Achei esta entrevista excelente, pois aborda de forma muito elucidativa assuntos polêmicos como original versus tradução, fidelidade, visibilidade, teoria da morte do autor, domesticação, adaptação, etc., temas que me inquietaram muito durante minha formação. Sem dúvida, eu não teria conseguido fazer uma entrevista tão reveladora, por isso, contentei-me em pedir a autorização do tradutor e a da Editora chefe da revista, a professora Andréia Guerini, para publicar a entrevista aqui no blog. Expresso a ambos meus sinceros agradecimentos.

Espero que desfrutem da leitura tanto quanto eu.

ENTREVISTA COM PAULO HENRIQUES BRITTO

 Paulo Henriques Britto é professor de tradução, de criação literária e de literatura na PUC-Rio, além de ser um tradutor e poeta premiado. É responsável por mais de cem publicações, dentre as quais muitas obras de ficção, mas também de poesia. Uma de suas traduções mais recentes é Grandes esperanças, de Charles Dickens (2º lugar no prêmio Jabuti em 2013), publicada pela Companhia das Letras. Já traduziu Elizabeth Bishop, Wallace Stevens, D. H. Lawrence, Henry James, William Faulkner e Lord Byron, dentre os autores mais famosos. Publicou seis livros de poesia, pelos quais recebeu importantes prêmios literários: Liturgia da matéria (1982); Mínima lírica (1989); Trovar claro (1997, Prêmio Alphonsus de Guimaraens); Macau (2003, Prêmio Portugal Telecom de Literatura Brasileira e Prêmio Alceu Amoroso Lima); Tarde
(2007, Prêmio Alphonsus de Guimaraens); e Formas do nada (2012, 8º Prêmio Bravo! Bradesco Prime de Literatura, Melhor Livro). Como tradutor, recebeu em 1995 o Prêmio Paulo Rónai da Fundação da Biblioteca Nacional pela sua tradução da obra A
mecânica das águas, de E. L. Doctorow. Publicou ainda o livro de contos Paraísos Artificiais, também pela Companhia das Letras, em 2004, além de numerosos artigos científicos. Sua obra A tradução literária recebeu, em 2013, o Prêmio Mário de Andrade de Ensaio Literário.

Gilles Jean Abes
Universidade Federal de Santa Catarina 

Cadernos de Tradução (CT): Em seu livro A tradução literária, cujas reflexões gostaria  de debater nas perguntas a seguir, você sustenta várias posições sobre tradução que podem gerar polêmica ou reações adversas, assim como estimulam uma reflexão sobre a tradução de literatura. Uma delas é a importância do original.
O que seria esse texto original, principalmente se pensarmos nos manuscritos de Shakespeare, frequentemente citados para desvalorizá-lo?

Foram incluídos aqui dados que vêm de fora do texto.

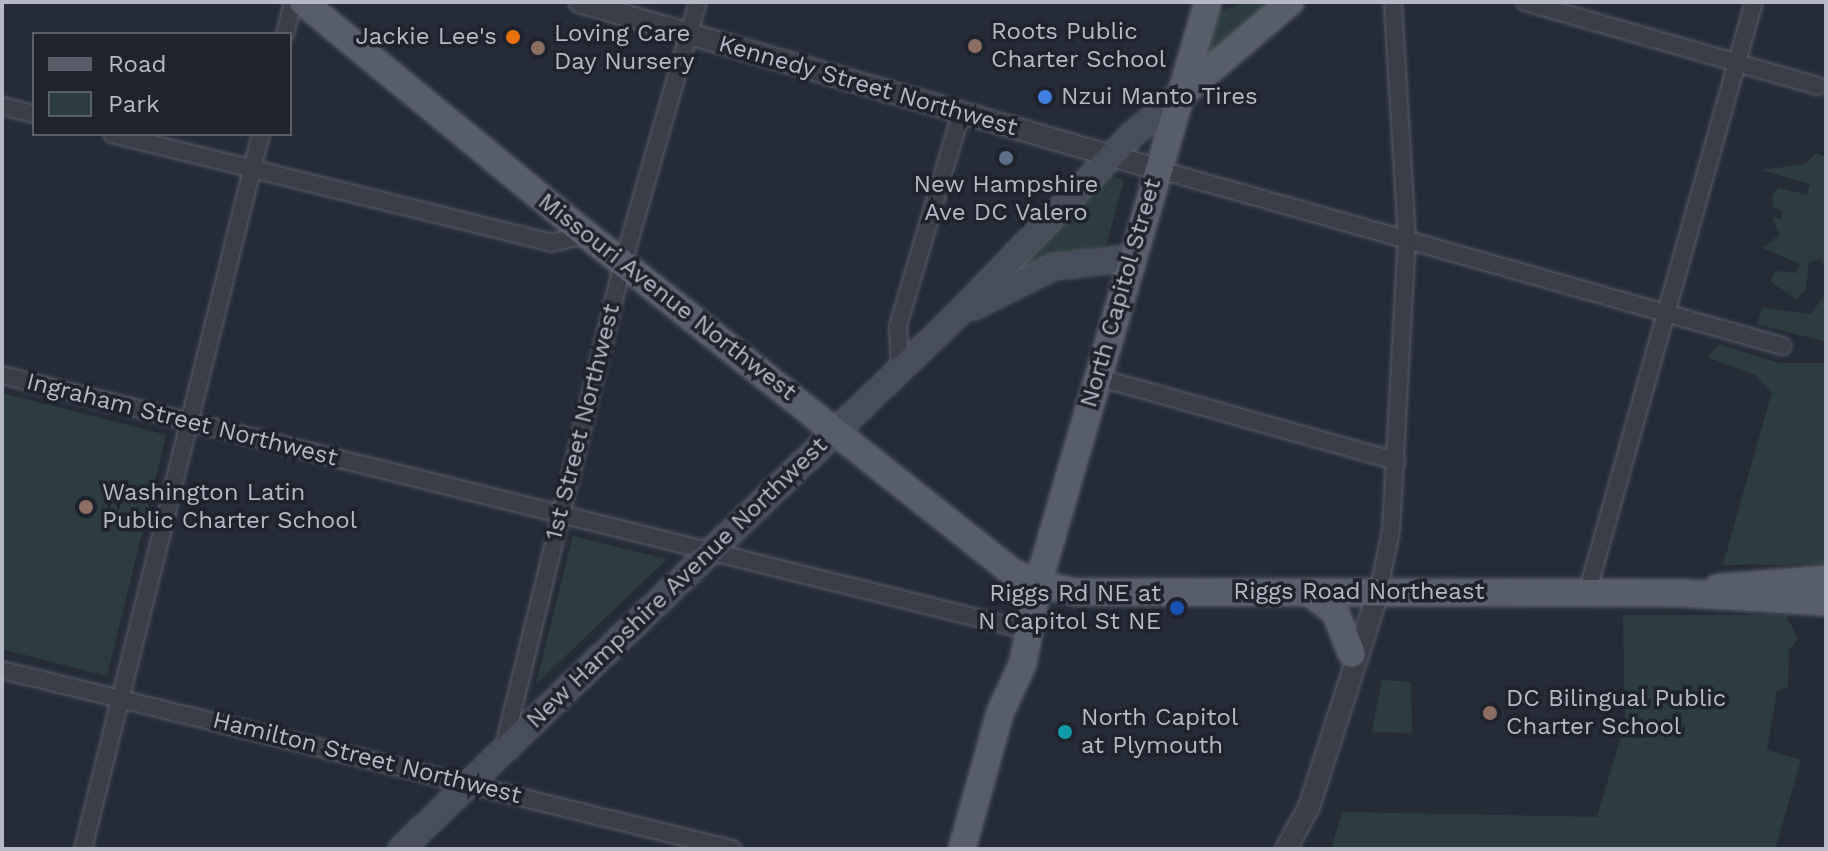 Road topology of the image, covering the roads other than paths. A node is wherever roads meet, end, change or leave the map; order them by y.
1 (293, 2) edge
2 (303, 2) edge
3 (579, 2) edge
4 (698, 2) edge
5 (1205, 2) edge
6 (1290, 2) edge
7 (1393, 2) edge
8 (1525, 2) edge
9 (1754, 2) edge
10 (286, 32) edge
11 (689, 34) junction
12 (1737, 62) junction
13 (1818, 86) dead end
14 (1175, 100) junction
15 (2, 106) edge
16 (961, 113) junction
17 (32, 114) edge
18 (120, 136) edge
19 (260, 136) edge
20 (1111, 155) junction
21 (252, 169) junction
22 (1157, 169) junction
23 (587, 235) junction
24 (1407, 240) junction
25 (1131, 258) junction
26 (623, 263) junction
27 (1664, 313) junction
28 (954, 318) junction
29 (1782, 346) dead end
30 (900, 369) junction
31 (2, 375) edge
32 (1097, 377) junction
33 (190, 421) junction
34 (836, 430) junction
35 (1396, 461) junction
36 (561, 513) junction
37 (711, 551) junction
38 (1826, 579) edge
39 (1038, 584) junction
40 (1310, 593) junction
41 (1378, 593) junction
42 (1587, 593) junction
43 (1681, 593) junction
44 (1826, 602) edge
45 (1014, 627) junction
46 (1352, 654) junction
47 (2, 670) edge
48 (121, 699) junction
49 (1000, 713) junction
50 (502, 752) junction
51 (469, 783) junction
52 (83, 849) edge
53 (401, 849) edge
54 (732, 849) edge
55 (962, 849) edge
56 (1286, 849) edge

1 - 10 street
2 - 23 main road, Missouri Avenue Northwest
3 - 11 street, Kennedy Street Northwest
4 - 11 street, 1st Street Northwest
5 - 14 main road, North Capitol Street
6 - 14 main road
7 - 24 street
8 - 12 street
9 - 12 street
11 - 16 street, Kennedy Street Northwest
11 - 26 street, 1st Street Northwest
12 - 13 street
12 - 27 street
14 - 20 main road, New Hampshire Avenue Northwest
14 - 22 main road, North Capitol Street
15 - 17 street
16 - 20 street, Kennedy Street Northwest
16 - 30 street
18 - 21 street
19 - 21 street
20 - 22 street, Kennedy Street Northwest
20 - 28 main road, New Hampshire Avenue Northwest
21 - 23 street
21 - 33 street
22 - 24 street
22 - 25 main road, North Capitol Street
23 - 26 main road, Missouri Avenue Northwest
24 - 27 street
24 - 35 street
25 - 28 main road, New Hampshire Avenue Northwest
25 - 32 main road, North Capitol Street
26 - 34 main road, Missouri Avenue Northwest
26 - 36 street, 1st Street Northwest
27 - 29 street
27 - 42 street
28 - 30 main road, New Hampshire Avenue Northwest
30 - 34 main road, New Hampshire Avenue Northwest
31 - 33 street, Ingraham Street Northwest
32 - 35 street
32 - 39 main road, North Capitol Street
33 - 36 street, Ingraham Street Northwest
33 - 48 street
34 - 37 main road, New Hampshire Avenue Northwest
34 - 39 main road, Missouri Avenue Northwest
35 - 41 street
36 - 37 street, Ingraham Street Northwest
36 - 50 street, 1st Street Northwest
37 - 45 street, Ingraham Street Northwest
37 - 50 main road, New Hampshire Avenue Northwest
38 - 43 main road, Riggs Road Northeast
39 - 40 main road, Riggs Road Northeast
39 - 45 main road
39 - 49 main road
40 - 41 main road, Riggs Road Northeast
40 - 46 main road
41 - 42 main road, Riggs Road Northeast
41 - 46 street
42 - 43 main road, Riggs Road Northeast
43 - 44 main road, Riggs Road Northeast
45 - 49 main road
46 - 56 street
47 - 48 street, Hamilton Street Northwest
48 - 51 street, Hamilton Street Northwest
48 - 52 street
49 - 55 main road
50 - 51 main road, New Hampshire Avenue Northwest
51 - 53 main road, New Hampshire Avenue Northwest
51 - 54 street, Hamilton Street Northwest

Paulo Henriques Britto (PHB): Há nessa argumentação uma falácia óbvia, muito comum nos que defendem posições radicais na área dos Estudos da Tradução. Vou começar com um exemplo. De vez em quando nasce um hermafrodita em algum lugar do mundo – uma criança com órgãos genitais masculinos e femininos. Uma pessoa assim é difícil de classificar como homem ou mulher, sem dúvida. Devemos concluir que a categorização dos seres humanos como masculino e feminino é uma criação cultural totalmente arbitrária, que deve ser desconstruída? Ora, basta pensar por alguns instantes para concluir que tal conclusão seria injustificada: é só lembrar que os homens não ovulam nem engravidam e as mulheres não produzem sêmen, que para a imensa maioria da humanidade faz sentido dizer que há pessoas que ovulam e potencialmente engravidam – mulheres – e outras que produzem sêmen – homens. A existência de alguns hermafroditas não altera este fato incontestável. De fato, existem vários textos diferentes que podem ser tomados como originais do Hamlet; por outro lado, há um único texto para os Sonnets de Shakespeare, e casos semelhantes ao dos Sonnets constituem a imensa maioria. Do mesmo modo, basta pensar por alguns instantes para vermos que a distinção entre original e tradução não é de todo arbitrária. Eis uma diferença: periodicamente tradutores brasileiros e portugueses realizam novas traduções dos Sonnets, ou de uma das versões do original do Hamlet; mas duvido que alguém possa citar um único caso de uma tradução brasileira ou portuguesa do Hamlet ou dos Sonnets que tenha sido usada para elaborar uma tradução para um terceiro idioma. As traduções só servem de base para outras traduções no caso muito específico em que, na cultura-fonte, não há traduções do idioma em questão.
Assim, por muito tempo as traduções brasileiras de Dostoiévski eram baseadas em versões francesas; mas tão logo surgiram bons tradutores do russo no Brasil passou-se a traduzir Dostoiévski diretamente do russo, e parece bem pouco provável que no futuro alguém no Brasil use versões francesas ou inglesas como ponto de partida para traduções de Dostoiévski. Assim, o argumento que supostamente reduz a distinção entre original e tradução a um preconceito logocêntrico é duplamente falho: primeiro, porque toma um caso excepcional para a partir dele fazer uma generalização; e segundo, porque ignora as diversas características que de fato distinguem original de tradução na cultura ocidental. Observe-se que a posição que defendo nada tem de essencialista: não estou dizendo que há diferenças essenciais entre textos ditos originais e textos resultantes de operações tradutórias. Afirmo apenas que, no atual momento da cultura ocidental, original e tradução têm características específicas que nos permitem definir essas duas categorias de modo que uma se oponha à outra. Nada impede que em outras culturas, ou que num outro momento da nossa, as coisas se deem de modo diferente.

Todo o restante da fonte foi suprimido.